Malaysia–Namibia relations
- Malaysia: Namibia

= Malaysia–Namibia relations =

Malaysia–Namibia relations refers to bilateral relations between Malaysia and Namibia. Malaysia has a high commission in Windhoek, and Namibia has a high commission in Kuala Lumpur. Both countries are members of Commonwealth of Nations and the Group of 77.

== History ==

Both countries were once part of the British Empire. Before Namibia achieved its independence in 1990, Malaysia had contributed to some operations in Namibia by sending a group of soldiers to help monitor the Namibia elections and peace process.

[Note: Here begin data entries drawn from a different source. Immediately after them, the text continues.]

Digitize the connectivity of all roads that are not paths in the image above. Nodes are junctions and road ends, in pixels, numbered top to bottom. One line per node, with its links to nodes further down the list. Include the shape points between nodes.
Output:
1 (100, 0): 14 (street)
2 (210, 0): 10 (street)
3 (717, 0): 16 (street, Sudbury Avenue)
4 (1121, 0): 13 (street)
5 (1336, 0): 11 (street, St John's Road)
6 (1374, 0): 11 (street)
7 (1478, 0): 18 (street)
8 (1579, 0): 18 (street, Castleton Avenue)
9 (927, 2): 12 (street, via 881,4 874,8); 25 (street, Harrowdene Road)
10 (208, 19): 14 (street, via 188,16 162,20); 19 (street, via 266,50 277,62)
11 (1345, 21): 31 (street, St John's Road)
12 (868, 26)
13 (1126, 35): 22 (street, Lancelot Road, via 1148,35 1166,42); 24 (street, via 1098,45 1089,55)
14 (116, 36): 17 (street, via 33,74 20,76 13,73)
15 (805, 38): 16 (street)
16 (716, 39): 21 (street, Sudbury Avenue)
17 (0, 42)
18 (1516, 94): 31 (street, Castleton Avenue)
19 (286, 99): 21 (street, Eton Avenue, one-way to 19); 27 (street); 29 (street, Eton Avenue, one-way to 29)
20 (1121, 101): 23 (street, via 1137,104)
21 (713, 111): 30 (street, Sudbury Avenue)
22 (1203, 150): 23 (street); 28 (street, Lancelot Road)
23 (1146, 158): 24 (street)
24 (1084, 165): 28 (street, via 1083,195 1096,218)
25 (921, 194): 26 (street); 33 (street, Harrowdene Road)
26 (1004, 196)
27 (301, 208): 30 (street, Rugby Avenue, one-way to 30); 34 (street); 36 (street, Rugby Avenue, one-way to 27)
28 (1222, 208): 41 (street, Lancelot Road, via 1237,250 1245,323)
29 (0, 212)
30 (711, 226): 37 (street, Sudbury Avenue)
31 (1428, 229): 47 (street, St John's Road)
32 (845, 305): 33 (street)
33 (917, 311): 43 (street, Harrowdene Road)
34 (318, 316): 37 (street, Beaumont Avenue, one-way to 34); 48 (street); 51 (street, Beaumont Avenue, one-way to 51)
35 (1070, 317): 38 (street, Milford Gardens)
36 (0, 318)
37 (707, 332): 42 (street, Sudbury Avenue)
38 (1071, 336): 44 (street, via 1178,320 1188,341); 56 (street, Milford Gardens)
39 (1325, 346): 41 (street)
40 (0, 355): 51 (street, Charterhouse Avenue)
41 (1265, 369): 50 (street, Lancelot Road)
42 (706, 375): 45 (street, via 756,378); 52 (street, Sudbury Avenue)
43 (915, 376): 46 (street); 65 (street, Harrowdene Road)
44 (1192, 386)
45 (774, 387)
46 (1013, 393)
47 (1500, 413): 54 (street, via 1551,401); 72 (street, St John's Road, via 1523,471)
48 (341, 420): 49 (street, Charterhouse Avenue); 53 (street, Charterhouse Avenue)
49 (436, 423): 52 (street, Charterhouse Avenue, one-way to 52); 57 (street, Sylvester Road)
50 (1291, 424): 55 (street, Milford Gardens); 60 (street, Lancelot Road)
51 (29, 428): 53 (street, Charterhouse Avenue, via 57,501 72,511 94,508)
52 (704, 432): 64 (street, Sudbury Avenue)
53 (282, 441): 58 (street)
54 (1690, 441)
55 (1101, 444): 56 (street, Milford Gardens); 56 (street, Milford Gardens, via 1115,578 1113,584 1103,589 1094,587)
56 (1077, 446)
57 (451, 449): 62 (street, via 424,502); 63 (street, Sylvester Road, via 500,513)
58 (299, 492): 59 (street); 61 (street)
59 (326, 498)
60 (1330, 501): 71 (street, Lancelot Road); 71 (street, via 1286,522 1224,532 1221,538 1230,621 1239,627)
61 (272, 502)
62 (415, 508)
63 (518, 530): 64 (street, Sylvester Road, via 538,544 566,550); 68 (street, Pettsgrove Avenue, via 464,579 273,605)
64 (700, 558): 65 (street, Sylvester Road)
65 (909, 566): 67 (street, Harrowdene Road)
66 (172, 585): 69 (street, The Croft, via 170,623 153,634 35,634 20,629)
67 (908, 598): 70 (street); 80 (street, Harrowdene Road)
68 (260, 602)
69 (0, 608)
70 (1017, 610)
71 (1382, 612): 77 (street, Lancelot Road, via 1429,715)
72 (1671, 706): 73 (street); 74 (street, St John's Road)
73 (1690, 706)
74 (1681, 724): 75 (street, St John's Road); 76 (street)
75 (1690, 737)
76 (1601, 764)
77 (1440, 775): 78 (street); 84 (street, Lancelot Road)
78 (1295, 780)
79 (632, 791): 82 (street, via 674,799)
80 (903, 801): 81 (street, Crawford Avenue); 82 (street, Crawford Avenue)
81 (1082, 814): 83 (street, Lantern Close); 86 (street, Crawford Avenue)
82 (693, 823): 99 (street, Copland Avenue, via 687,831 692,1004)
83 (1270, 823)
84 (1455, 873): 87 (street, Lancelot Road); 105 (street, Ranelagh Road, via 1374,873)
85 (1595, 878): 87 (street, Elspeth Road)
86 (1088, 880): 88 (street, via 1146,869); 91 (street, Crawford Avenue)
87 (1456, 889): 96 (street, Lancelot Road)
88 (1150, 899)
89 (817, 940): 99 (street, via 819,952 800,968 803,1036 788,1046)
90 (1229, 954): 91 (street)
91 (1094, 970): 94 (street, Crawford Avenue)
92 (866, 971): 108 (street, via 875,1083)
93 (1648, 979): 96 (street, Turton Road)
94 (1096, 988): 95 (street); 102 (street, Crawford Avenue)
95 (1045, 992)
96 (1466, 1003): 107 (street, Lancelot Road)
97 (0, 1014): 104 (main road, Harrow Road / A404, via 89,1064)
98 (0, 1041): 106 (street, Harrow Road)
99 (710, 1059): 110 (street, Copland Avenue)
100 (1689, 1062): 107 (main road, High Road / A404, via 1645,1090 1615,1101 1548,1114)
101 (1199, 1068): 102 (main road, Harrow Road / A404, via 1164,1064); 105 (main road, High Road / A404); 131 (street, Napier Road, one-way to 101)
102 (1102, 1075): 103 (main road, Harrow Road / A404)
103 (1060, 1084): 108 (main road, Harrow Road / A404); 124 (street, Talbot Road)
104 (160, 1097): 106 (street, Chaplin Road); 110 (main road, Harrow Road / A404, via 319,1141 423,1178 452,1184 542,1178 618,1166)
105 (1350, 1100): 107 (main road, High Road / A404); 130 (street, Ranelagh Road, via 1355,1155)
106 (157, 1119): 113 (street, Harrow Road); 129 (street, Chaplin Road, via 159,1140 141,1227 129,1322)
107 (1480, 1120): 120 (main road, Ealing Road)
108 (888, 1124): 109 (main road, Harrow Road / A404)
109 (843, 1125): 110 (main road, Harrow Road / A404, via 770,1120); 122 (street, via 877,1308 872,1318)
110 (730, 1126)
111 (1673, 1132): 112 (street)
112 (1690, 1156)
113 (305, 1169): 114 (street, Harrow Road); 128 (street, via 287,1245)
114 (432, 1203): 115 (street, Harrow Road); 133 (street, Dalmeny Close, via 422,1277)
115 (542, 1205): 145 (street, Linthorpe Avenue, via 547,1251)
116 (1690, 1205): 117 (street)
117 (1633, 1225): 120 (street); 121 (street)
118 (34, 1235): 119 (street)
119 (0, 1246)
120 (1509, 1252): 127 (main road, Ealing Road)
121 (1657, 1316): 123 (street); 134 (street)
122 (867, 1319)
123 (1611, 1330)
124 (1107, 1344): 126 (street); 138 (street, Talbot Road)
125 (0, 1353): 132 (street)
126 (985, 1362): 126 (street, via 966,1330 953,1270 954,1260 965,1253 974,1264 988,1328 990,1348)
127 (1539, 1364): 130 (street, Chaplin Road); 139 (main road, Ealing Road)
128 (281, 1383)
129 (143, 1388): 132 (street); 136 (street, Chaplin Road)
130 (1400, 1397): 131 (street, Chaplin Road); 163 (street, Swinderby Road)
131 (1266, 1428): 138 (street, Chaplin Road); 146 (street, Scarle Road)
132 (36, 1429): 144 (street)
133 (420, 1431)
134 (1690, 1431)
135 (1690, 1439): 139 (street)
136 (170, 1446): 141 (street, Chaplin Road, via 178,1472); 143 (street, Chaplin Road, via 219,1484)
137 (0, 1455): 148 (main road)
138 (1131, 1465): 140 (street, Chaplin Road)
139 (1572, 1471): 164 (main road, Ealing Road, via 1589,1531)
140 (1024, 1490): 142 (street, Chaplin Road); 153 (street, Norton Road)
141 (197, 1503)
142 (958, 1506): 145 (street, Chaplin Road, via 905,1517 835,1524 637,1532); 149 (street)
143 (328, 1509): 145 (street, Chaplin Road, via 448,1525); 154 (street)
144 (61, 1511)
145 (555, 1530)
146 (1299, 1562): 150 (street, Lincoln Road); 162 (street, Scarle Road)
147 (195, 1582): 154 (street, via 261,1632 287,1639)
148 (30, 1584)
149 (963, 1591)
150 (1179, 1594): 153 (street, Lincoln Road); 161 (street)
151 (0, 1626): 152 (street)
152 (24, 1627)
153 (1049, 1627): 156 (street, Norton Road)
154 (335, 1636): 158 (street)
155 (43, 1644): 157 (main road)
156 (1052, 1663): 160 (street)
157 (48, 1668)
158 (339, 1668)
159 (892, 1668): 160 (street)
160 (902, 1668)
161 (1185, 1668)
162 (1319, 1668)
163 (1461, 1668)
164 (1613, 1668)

Today, the relations are much more focused on economic co-operation.

== Economic relations ==
During the Mahathir era, several agreements had been signed by both countries, such as the agreement on economic, science and technical co-operation. In 2006, the total trade between Malaysia and Namibia was worth around U$29 million, with exports valued at U$6.7 million and imports at U$22.3 million. Malaysia is also one of the major export partners for Namibia.

==Education relations==
There are also opportunities for Namibian students to study in Malaysia, and Namibia is keen to learn from the Malaysian education system. Namibia and Malaysia also maintain academic collaborations in various fields, particularly between the computer science and educational psychology faculties.